● Activity: Wherever the word "nodes" shows up in the data, report the line it sits in.

Stored data
■ ■ ■
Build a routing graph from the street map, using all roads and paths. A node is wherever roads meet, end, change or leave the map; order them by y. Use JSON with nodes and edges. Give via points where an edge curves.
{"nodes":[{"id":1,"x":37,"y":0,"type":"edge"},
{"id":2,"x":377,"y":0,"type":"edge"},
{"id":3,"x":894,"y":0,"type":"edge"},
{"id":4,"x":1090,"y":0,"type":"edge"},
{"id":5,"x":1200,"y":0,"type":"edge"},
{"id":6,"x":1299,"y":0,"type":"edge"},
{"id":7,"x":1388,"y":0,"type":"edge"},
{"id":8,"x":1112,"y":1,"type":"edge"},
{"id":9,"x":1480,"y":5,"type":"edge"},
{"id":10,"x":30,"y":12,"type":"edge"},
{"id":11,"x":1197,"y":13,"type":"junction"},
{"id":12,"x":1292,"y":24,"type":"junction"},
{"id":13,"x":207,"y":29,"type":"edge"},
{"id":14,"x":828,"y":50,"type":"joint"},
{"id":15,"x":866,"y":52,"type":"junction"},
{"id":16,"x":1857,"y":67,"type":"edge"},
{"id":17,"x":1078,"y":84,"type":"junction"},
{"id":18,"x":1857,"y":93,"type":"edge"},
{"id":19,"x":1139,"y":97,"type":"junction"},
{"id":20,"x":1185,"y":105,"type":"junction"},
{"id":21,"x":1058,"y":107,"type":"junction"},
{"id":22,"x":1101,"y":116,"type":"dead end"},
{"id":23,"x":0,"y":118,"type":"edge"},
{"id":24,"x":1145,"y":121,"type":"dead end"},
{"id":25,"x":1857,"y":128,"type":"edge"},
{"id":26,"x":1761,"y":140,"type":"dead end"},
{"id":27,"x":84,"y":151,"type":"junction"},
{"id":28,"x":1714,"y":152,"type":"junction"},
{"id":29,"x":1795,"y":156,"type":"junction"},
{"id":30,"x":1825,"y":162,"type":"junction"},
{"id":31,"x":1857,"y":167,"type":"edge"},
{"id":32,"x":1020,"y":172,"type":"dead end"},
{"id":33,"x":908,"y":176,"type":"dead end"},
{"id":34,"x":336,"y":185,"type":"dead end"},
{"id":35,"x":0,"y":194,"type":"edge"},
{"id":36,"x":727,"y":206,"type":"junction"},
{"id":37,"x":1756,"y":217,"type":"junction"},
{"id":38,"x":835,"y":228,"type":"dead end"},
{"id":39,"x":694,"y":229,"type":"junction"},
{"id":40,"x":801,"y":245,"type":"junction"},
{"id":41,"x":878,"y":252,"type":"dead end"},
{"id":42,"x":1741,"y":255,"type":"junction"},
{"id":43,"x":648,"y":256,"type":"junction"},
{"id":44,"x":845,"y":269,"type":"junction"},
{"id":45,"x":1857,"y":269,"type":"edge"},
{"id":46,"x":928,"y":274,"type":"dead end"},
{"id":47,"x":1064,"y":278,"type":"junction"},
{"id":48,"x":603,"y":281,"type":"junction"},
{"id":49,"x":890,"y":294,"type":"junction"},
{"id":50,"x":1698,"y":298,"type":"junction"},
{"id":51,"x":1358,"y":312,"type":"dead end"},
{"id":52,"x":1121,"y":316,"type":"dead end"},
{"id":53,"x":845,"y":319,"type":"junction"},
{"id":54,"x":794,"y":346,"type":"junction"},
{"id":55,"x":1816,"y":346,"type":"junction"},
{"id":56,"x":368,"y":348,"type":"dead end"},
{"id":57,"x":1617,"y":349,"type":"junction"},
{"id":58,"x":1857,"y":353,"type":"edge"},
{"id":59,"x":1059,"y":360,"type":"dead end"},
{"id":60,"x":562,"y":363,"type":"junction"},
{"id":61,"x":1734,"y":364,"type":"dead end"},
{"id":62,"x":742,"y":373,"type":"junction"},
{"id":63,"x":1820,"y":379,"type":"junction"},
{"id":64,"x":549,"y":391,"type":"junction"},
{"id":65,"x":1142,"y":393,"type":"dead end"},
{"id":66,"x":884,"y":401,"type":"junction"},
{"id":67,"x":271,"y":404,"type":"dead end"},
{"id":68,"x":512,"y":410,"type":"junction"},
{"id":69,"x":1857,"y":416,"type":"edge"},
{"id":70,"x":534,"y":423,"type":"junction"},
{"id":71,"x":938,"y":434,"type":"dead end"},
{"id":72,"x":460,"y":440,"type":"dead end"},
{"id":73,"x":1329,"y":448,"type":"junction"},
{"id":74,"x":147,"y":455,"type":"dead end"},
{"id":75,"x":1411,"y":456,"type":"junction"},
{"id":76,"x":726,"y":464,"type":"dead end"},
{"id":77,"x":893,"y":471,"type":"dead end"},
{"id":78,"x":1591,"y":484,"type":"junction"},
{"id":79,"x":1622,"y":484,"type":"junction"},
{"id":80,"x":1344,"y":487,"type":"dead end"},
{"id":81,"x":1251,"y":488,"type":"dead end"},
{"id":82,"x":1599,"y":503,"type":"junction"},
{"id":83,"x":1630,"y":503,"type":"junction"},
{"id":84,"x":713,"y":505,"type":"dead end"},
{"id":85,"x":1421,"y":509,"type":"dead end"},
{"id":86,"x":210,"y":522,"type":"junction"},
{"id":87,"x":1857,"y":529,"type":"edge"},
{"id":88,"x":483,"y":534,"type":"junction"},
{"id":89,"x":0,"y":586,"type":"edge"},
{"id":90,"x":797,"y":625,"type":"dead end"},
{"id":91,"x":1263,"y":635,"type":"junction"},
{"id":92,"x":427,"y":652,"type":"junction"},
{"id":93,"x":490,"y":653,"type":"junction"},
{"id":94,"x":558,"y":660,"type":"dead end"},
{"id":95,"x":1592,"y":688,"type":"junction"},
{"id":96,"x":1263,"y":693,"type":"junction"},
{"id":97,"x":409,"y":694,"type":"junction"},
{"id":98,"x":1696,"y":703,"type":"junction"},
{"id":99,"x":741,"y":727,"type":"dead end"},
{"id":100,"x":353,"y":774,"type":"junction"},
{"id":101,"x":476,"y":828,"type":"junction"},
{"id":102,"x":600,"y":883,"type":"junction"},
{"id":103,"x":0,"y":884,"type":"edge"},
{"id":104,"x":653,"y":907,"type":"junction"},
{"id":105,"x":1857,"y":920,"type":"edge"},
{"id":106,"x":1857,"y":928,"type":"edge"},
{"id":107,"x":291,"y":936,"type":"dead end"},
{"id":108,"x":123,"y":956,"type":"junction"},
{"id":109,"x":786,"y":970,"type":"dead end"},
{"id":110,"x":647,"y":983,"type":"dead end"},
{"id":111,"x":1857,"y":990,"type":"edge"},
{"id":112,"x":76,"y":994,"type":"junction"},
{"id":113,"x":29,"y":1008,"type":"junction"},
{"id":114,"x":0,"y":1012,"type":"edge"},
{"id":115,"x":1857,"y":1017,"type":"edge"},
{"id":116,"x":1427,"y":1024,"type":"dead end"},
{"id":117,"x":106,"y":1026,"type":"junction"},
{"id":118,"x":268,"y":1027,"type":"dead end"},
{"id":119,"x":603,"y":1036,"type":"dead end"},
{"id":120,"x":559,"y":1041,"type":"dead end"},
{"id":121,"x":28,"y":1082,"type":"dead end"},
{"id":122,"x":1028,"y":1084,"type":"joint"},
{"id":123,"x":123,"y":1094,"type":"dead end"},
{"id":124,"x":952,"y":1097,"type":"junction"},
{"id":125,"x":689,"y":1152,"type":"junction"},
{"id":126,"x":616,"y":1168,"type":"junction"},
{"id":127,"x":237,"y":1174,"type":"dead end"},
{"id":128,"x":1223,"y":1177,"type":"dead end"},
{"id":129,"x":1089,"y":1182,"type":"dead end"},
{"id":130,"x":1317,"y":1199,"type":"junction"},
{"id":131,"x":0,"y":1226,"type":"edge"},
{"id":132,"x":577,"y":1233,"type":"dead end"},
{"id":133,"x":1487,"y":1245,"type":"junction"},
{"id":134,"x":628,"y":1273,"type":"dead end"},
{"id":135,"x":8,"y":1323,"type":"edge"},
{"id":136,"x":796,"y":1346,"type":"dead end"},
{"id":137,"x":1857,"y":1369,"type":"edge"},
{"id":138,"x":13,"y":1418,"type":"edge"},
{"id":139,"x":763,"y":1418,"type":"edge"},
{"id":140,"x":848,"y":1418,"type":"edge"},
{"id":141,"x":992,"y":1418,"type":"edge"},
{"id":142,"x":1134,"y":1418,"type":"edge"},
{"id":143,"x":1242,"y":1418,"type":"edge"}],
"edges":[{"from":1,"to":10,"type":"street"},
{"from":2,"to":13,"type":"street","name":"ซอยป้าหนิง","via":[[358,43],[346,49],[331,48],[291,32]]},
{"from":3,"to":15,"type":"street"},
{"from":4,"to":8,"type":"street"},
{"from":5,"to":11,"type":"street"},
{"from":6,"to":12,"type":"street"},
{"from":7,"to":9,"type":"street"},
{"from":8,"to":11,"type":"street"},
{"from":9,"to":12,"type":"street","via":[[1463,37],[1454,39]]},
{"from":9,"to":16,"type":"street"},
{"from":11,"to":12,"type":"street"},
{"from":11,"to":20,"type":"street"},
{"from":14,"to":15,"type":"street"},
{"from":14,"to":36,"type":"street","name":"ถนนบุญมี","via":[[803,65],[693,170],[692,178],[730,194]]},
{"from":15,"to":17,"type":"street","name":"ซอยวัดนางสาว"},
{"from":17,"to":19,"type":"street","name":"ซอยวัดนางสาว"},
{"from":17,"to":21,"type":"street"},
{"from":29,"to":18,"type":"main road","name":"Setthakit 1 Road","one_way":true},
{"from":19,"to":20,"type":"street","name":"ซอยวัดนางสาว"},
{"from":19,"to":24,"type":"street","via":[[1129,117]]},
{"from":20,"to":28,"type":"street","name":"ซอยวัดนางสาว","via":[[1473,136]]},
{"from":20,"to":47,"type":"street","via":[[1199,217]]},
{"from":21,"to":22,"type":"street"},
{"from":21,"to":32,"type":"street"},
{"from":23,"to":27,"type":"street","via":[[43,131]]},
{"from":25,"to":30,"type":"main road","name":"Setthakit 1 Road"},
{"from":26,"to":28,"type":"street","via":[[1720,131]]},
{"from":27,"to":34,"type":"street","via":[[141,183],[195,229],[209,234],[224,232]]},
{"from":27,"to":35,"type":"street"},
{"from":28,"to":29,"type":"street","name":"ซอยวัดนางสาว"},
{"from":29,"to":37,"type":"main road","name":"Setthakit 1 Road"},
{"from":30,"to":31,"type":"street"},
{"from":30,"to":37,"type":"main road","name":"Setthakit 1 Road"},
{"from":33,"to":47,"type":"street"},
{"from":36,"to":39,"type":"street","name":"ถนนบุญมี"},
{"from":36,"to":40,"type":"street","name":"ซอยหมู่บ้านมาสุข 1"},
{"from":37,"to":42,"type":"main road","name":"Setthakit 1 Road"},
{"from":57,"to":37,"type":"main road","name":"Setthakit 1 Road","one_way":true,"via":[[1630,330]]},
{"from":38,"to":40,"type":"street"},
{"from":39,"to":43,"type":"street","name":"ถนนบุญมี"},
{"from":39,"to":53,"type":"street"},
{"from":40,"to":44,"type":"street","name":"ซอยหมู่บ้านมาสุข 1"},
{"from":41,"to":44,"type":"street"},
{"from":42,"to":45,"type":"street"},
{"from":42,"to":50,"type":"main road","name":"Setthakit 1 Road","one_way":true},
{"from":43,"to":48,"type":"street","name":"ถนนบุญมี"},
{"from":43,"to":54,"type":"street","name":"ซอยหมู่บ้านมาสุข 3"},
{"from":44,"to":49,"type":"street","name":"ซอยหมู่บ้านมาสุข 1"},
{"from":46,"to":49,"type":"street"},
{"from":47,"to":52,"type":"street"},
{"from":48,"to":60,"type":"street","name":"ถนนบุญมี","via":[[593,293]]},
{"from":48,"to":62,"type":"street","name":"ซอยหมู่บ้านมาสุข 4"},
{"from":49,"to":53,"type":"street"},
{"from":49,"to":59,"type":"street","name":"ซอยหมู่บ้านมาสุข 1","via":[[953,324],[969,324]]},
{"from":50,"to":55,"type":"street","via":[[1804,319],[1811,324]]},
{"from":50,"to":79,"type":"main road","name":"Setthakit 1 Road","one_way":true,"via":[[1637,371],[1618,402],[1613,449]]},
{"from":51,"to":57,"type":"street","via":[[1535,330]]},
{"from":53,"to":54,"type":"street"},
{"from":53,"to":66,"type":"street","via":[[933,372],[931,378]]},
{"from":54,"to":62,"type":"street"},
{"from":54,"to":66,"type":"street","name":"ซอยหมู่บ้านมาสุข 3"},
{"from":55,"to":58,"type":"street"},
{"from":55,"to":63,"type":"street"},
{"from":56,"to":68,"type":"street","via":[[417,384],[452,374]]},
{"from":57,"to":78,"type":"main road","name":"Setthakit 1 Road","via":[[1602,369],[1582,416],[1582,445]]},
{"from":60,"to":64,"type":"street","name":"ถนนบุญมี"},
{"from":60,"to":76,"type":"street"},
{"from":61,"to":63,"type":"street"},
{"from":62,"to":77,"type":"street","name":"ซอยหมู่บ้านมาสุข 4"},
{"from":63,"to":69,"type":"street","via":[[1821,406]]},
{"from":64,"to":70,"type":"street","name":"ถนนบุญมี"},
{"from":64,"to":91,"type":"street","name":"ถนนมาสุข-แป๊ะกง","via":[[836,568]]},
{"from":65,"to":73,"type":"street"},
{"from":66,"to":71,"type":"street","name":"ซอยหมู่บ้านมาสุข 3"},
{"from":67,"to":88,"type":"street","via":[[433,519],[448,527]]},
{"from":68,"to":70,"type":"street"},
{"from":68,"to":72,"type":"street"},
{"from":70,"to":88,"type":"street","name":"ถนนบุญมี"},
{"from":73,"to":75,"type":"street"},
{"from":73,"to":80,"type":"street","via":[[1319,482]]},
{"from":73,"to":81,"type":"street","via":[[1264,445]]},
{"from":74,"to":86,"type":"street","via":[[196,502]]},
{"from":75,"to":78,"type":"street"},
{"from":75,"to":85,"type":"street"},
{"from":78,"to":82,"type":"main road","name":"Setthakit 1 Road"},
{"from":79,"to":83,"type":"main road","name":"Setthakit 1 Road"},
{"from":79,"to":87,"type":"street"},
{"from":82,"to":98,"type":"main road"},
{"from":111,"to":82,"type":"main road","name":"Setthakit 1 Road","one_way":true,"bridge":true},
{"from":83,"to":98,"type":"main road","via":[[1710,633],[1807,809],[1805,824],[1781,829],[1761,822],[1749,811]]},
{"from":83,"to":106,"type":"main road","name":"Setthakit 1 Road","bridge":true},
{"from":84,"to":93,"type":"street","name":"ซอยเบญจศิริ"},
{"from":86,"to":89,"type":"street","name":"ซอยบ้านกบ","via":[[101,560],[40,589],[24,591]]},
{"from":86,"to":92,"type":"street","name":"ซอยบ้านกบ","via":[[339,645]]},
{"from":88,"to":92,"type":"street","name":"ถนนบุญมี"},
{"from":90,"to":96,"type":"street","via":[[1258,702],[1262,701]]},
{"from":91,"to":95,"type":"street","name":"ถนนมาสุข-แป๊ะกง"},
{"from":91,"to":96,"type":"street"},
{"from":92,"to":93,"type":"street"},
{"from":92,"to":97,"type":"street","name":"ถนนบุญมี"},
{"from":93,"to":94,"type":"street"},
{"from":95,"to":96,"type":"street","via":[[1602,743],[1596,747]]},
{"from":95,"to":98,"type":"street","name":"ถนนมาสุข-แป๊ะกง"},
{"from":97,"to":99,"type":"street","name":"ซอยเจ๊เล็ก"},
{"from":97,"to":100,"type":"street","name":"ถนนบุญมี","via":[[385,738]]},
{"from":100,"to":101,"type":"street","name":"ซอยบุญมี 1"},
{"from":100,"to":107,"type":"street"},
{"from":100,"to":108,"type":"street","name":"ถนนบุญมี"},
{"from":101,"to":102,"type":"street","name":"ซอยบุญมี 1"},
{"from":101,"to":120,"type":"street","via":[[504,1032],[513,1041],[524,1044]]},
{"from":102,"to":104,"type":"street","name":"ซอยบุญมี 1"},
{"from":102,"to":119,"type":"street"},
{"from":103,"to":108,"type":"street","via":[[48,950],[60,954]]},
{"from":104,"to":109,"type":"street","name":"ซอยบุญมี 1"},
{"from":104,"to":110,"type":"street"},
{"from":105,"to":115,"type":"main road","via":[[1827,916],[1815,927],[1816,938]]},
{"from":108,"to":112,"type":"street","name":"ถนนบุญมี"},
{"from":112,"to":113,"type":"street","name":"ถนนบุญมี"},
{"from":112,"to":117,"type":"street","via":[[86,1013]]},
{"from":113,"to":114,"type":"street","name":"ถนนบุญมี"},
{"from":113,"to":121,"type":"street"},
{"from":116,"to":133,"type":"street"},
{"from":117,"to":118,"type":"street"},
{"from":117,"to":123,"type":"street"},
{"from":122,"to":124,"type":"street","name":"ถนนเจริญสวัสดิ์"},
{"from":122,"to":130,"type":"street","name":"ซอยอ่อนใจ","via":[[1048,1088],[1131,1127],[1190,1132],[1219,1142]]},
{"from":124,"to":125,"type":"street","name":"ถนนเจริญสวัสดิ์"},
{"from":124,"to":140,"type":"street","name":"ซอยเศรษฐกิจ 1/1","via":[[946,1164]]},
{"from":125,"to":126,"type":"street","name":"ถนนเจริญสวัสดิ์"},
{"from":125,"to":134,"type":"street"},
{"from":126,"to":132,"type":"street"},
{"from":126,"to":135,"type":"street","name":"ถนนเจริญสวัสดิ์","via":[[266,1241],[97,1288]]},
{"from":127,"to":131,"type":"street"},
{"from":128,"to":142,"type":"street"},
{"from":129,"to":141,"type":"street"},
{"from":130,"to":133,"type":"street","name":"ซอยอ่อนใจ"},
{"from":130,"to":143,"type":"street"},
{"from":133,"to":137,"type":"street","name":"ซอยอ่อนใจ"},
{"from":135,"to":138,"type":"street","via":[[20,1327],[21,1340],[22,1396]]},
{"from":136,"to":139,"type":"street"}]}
■ ■ ■
● Solution to this problem:
Build a routing graph from the street map, using all roads and paths. A node is wherever roads meet, end, change or leave the map; order them by y. Use JSON with nodes and edges. Give via points where an edge curves.
{"nodes":[{"id":1,"x":37,"y":0,"type":"edge"},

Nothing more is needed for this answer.